Find every line in the records below that holds the word "highway" and copy it.

───── Data for this task

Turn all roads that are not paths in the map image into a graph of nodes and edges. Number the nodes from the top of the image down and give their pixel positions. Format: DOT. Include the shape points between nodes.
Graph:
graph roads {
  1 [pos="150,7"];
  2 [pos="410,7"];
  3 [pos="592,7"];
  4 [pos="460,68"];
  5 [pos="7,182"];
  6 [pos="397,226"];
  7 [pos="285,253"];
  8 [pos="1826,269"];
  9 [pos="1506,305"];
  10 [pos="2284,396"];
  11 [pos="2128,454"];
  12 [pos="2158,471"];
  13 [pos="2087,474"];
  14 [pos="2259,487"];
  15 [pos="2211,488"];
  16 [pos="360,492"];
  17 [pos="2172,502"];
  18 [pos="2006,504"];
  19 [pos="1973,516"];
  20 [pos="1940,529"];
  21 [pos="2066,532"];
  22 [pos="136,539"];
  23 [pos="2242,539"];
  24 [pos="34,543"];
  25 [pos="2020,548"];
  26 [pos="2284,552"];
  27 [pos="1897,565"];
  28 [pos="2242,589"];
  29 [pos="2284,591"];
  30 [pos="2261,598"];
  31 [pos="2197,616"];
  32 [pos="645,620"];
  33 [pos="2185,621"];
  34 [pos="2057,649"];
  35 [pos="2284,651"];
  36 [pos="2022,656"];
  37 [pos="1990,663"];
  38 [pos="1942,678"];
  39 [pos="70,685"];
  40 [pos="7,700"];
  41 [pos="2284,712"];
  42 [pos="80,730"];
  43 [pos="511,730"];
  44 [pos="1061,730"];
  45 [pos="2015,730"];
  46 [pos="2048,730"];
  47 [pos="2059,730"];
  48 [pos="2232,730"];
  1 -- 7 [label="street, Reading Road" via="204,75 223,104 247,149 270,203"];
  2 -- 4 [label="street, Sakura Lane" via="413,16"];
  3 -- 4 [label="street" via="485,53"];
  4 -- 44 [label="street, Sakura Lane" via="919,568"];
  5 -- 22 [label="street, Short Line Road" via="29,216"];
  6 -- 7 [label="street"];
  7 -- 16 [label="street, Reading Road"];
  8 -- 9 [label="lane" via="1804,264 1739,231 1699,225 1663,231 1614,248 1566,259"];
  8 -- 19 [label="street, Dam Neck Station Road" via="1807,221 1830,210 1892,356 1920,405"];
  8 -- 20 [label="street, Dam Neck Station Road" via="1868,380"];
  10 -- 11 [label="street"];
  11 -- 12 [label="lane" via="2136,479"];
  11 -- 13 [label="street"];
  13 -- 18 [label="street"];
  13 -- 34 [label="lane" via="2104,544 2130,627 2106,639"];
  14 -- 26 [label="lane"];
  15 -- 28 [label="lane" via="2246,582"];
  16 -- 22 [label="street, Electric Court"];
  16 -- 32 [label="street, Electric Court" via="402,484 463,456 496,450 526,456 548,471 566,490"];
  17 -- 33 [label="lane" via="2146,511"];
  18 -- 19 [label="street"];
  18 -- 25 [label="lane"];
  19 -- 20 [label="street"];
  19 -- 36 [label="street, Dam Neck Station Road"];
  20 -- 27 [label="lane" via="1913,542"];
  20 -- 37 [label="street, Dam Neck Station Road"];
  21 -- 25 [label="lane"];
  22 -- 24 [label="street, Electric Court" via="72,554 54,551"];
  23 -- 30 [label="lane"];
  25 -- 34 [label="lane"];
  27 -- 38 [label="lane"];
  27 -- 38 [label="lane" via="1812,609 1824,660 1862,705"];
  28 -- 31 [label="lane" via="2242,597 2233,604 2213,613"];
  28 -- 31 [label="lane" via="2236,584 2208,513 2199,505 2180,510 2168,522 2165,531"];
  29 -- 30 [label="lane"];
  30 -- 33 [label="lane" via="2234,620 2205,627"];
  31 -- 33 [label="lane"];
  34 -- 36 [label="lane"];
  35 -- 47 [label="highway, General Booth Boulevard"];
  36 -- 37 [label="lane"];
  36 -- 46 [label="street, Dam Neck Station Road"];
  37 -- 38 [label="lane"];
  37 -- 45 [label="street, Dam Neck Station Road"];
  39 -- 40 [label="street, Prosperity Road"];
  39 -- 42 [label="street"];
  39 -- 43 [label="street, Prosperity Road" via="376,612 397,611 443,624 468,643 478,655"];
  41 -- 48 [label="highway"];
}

──────────

Solution:
  35 -- 47 [label="highway, General Booth Boulevard"];
  41 -- 48 [label="highway"];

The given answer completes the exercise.